Ieper, Thursday 25 January 2018, 7.15pm
Dr Glyn Prysor and Andrew Featherston (Commonwealth War Graves Commission)
Guardians of the Fallen – Experiences of IWGC staff in post First World War Belgium


After the end of the Great War, the task of burying the dead and building war cemeteries began. Ieper became home to many of the gardeners and staff of the IWGC (now the Commonwealth War Graves Commission). This talk explores their experiences, from the conditions in which they worked, to the way they saw their task. It highlights how their everyday lives changed over the years, and shows how these ‘guardians of the fallen’ give us a fascinating perspective on Ieper during the reconstruction.
 
Canterbury, Thursday 8 February 2018, 6pm
Prof. Marnix Beyen (University of Antwerp)

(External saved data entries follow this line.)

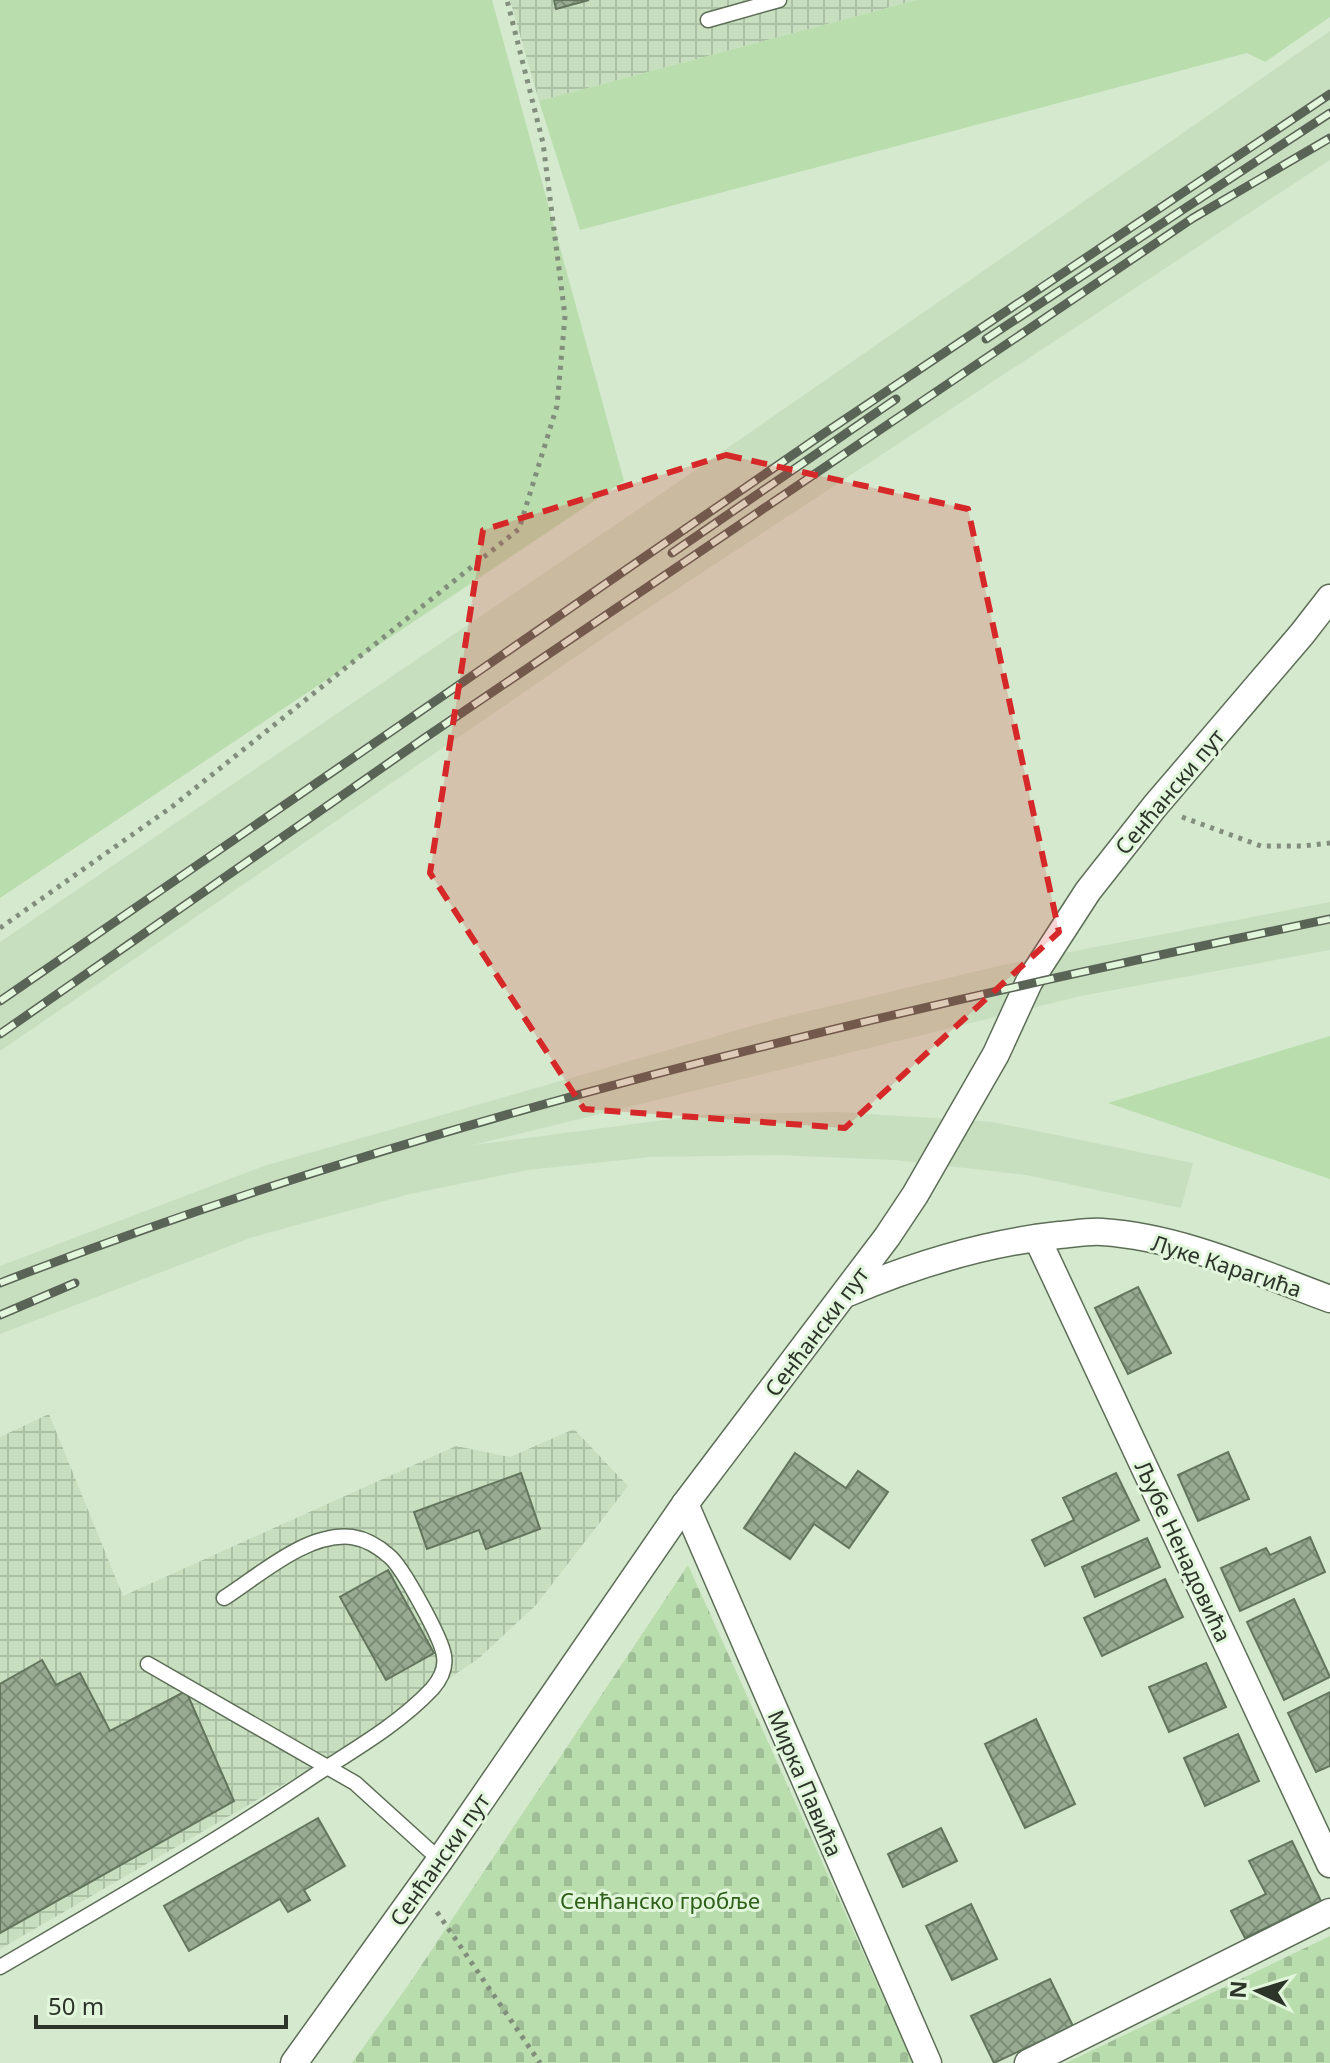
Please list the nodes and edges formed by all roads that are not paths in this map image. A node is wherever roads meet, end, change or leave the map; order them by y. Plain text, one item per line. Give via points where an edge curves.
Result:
1 (779, 0) edge
2 (708, 20) dead end
3 (1330, 598) edge
4 (1037, 1238) junction
5 (844, 1294) junction
6 (1330, 1299) edge
7 (685, 1504) junction
8 (224, 1598) dead end
9 (148, 1664) dead end
10 (329, 1766) junction
11 (440, 1860) junction
12 (1330, 1864) edge
13 (1330, 1912) edge
14 (0, 1967) edge
15 (294, 2063) edge
16 (928, 2063) edge
17 (1028, 2063) edge

1 - 2 lane
3 - 5 street, Сенћански пут via 1088,891 1029,982 996,1054 915,1195
4 - 5 street, Луке Карагића via 972,1249 900,1270
4 - 6 street, Луке Карагића via 1100,1232 1173,1244
4 - 12 street, Љубе Ненадовића
5 - 7 street, Сенћански пут
7 - 11 street, Сенћански пут
7 - 16 street, Мирка Павића
8 - 10 lane via 308,1543 328,1538 353,1537 392,1558 437,1634 444,1657 442,1673 396,1722
9 - 10 lane
10 - 11 lane
10 - 14 lane via 238,1827
11 - 15 street, Сенћански пут
13 - 17 street

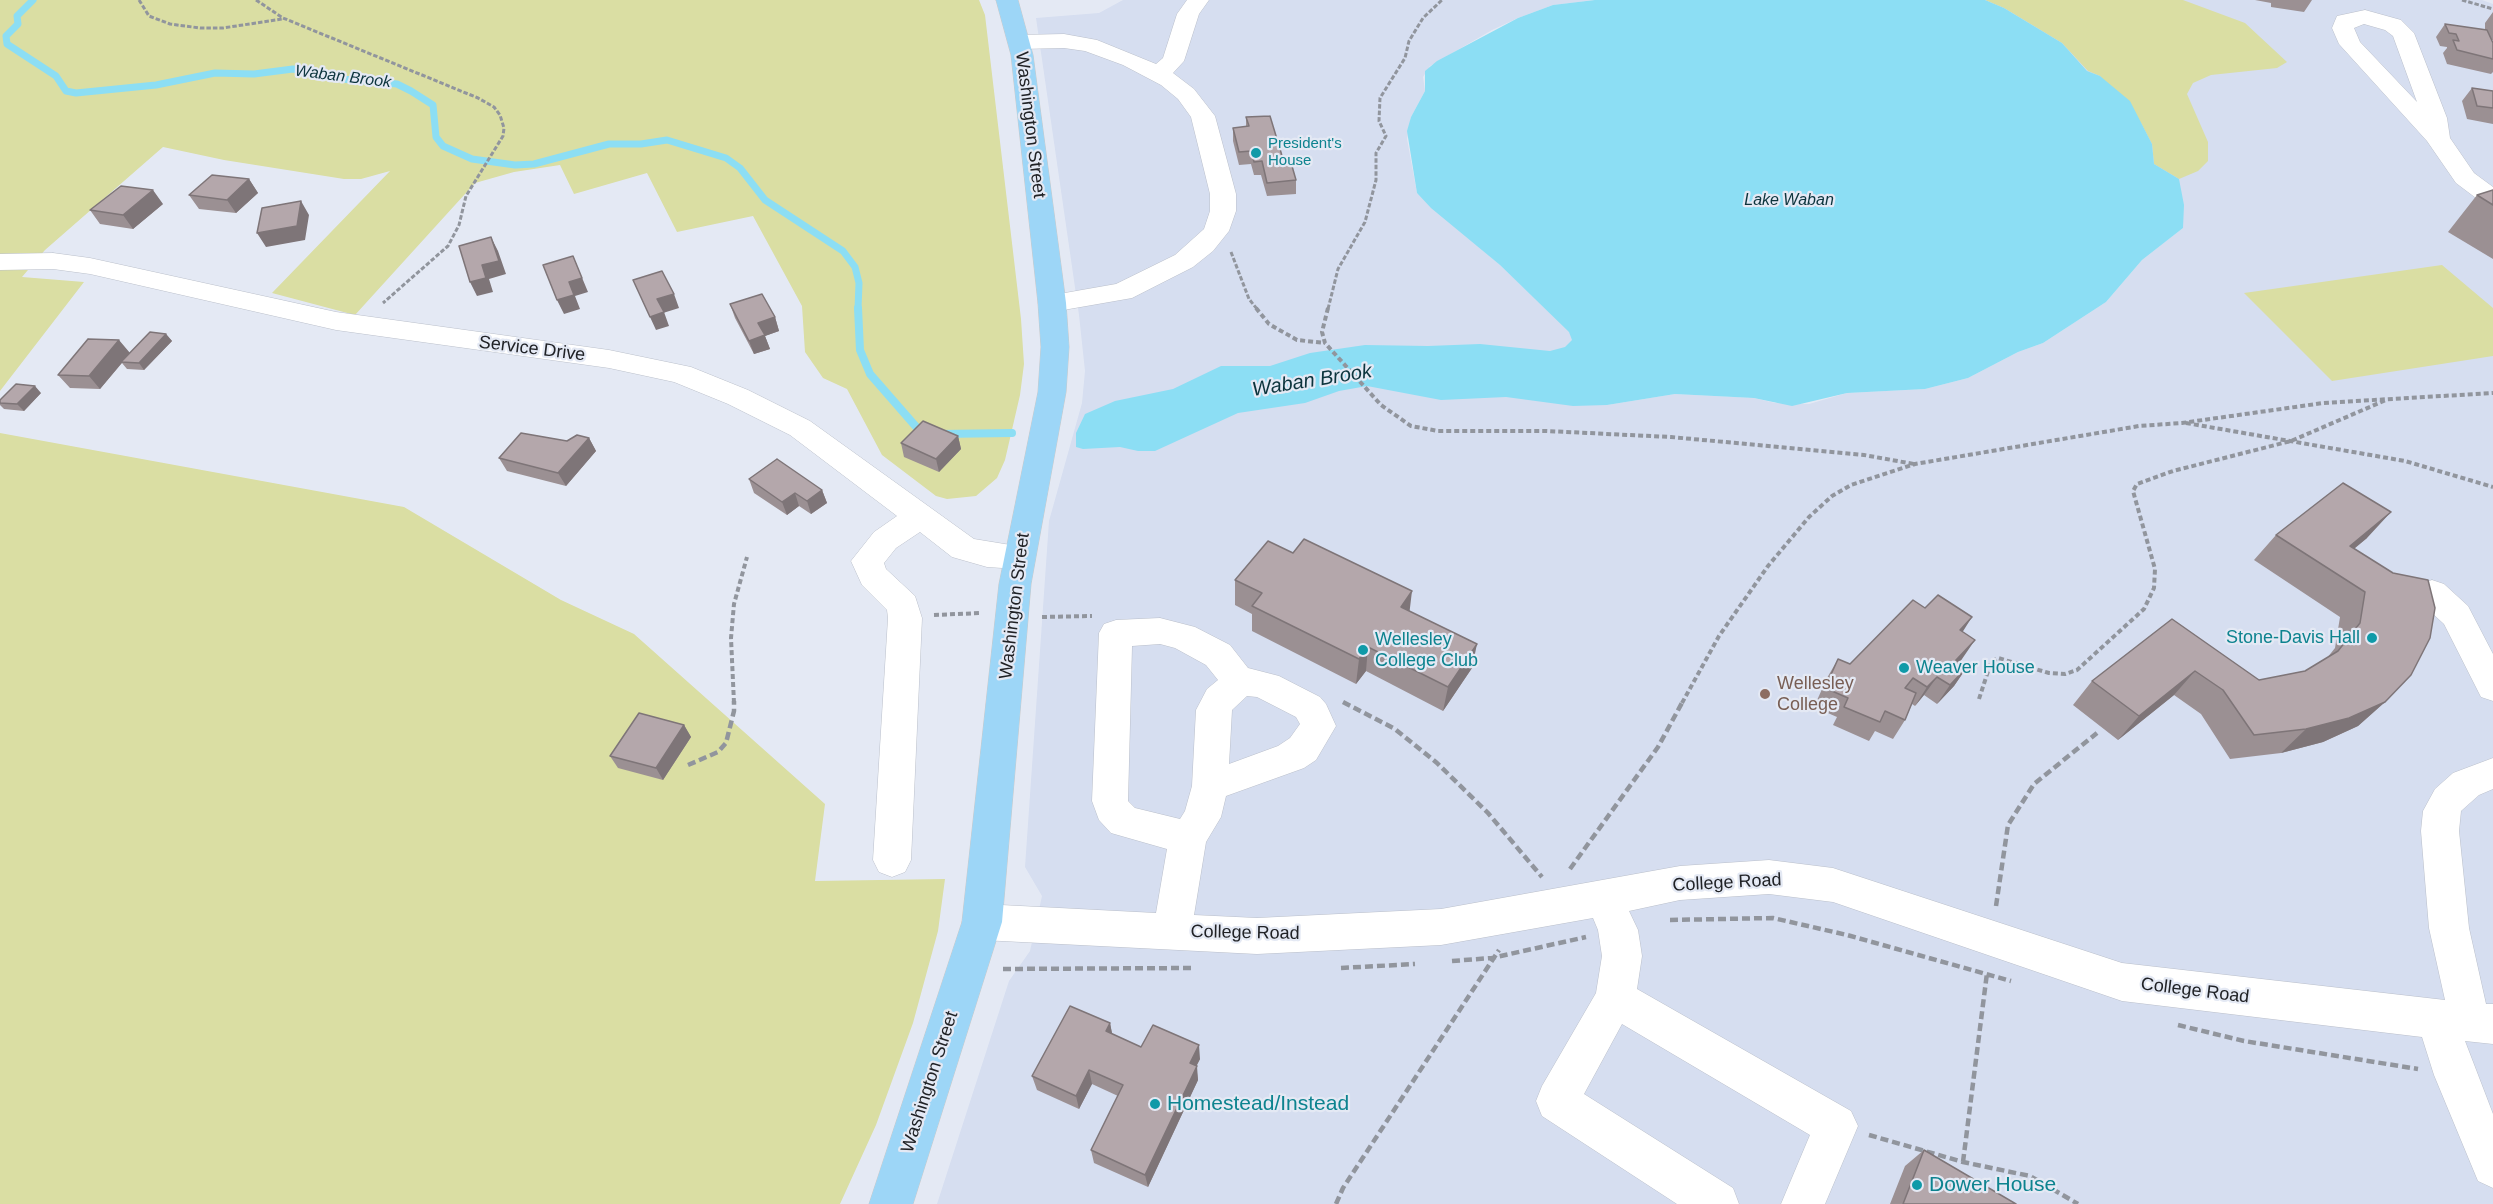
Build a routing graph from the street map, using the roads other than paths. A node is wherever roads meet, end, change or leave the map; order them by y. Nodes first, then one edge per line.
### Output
1 (1007, 0) edge
2 (1198, 0) edge
3 (1020, 42) junction
4 (1160, 73) junction
5 (2438, 138) junction
6 (2493, 199) edge
7 (0, 262) edge
8 (1052, 303) junction
9 (919, 517) junction
10 (1018, 557) junction
11 (2432, 593) edge
12 (1239, 683) junction
13 (2493, 687) edge
14 (2493, 772) edge
15 (1210, 786) junction
16 (1188, 838) junction
17 (892, 860) dead end
18 (1611, 915) junction
19 (982, 922) junction
20 (1172, 931) junction
21 (1615, 998) junction
22 (2466, 1021) edge
23 (2493, 1166) edge
24 (891, 1204) edge
25 (1717, 1204) edge
26 (1803, 1204) edge

1 - 3 main road, Washington Street
2 - 4 street
3 - 4 street
3 - 8 main road, Washington Street
4 - 8 street
5 - 5 street
5 - 6 street
7 - 9 street, Service Drive
8 - 10 main road, Washington Street
9 - 10 street, Service Drive
9 - 17 street
10 - 19 main road, Washington Street
11 - 13 street
12 - 15 street
12 - 15 street
12 - 16 street
14 - 22 street
15 - 16 street
16 - 20 street
18 - 20 street, College Road
18 - 21 street
18 - 22 street, College Road
19 - 20 street, College Road
19 - 24 main road, Washington Street
21 - 25 street
21 - 26 street
22 - 23 street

"You who never stopped defending  the poor poilus of the frontline". Parisian soldiers approaching their their député during the First World War. 
The historiographical shift towards everyday practices of citizens and soldiers during the First World War has given a place of prominence to 'ordinary' people's letters as historical sources. A type of letters that hitherto was neglected by historians, however, are those that were written by soldiers from the front to the members of Parliament of their local constituency. As I will try to show in this lecture,  the intermediary position of the members of parliament between state and society makes these letters into a source of extraordinary value.  They not only offer us a largely unfiltered view of the life at and behind the frontline, but tell us also much about the soldiers' continuous concern for their kinship at the homefront, as well as about their political views and their expectations for the future. The focus of this lecture will be on Parisian soldiers, because the French electoral system created a particularly strong proximity between constituents and their députés in the French capital  - and hence also an extremely large amount of letters are preserved. 
 
Ieper, Thursday 22 February 2018, 7.15pm
Professor Peter Doyle (University of the South Bank) 
Disputed Earth - Geology and Trench Warfare on the Western Front 


The Great War. As the trench lines snaked across Europe they cut through varied terrain. Every aspect of the ground conditions had a material effect on the war, from the health and well-being of the men, the ability of the trenches to protect their occupants and stop attacks, and the capability of the trenches to aid in the assault. With the enduring imagery of the war presenting men mired in seemingly bottomless mud, facing hills, ridges and high ground to be taken at all cost, the significance of geology to its outcome was stark. To assist in this war, military engineers enlisted geologists – who helped drain the trenches, to map out and combat the diversity of unsuitable ground, design and build dug-outs and pill-boxes; supply water and other resources; and to improve the lot of the frontline soldier. Not surprisingly, geology had a significant role in this defensive war; but arguably it had an even greater one in planning the offence, influencing the effects of artillery fire, naturally, but also in providing a means of undermining the enemy, of controlling the flow of poisonous gas, or in permitting the use of tanks.This talk examines the significance of geology to, and the role of geologists in, the Great War. Using examples from the author’s new book Disputed Earth (Uniform Press, 2017) it takes examples of the significance of the science to the outcome of the war in British sector in Flanders and northern France.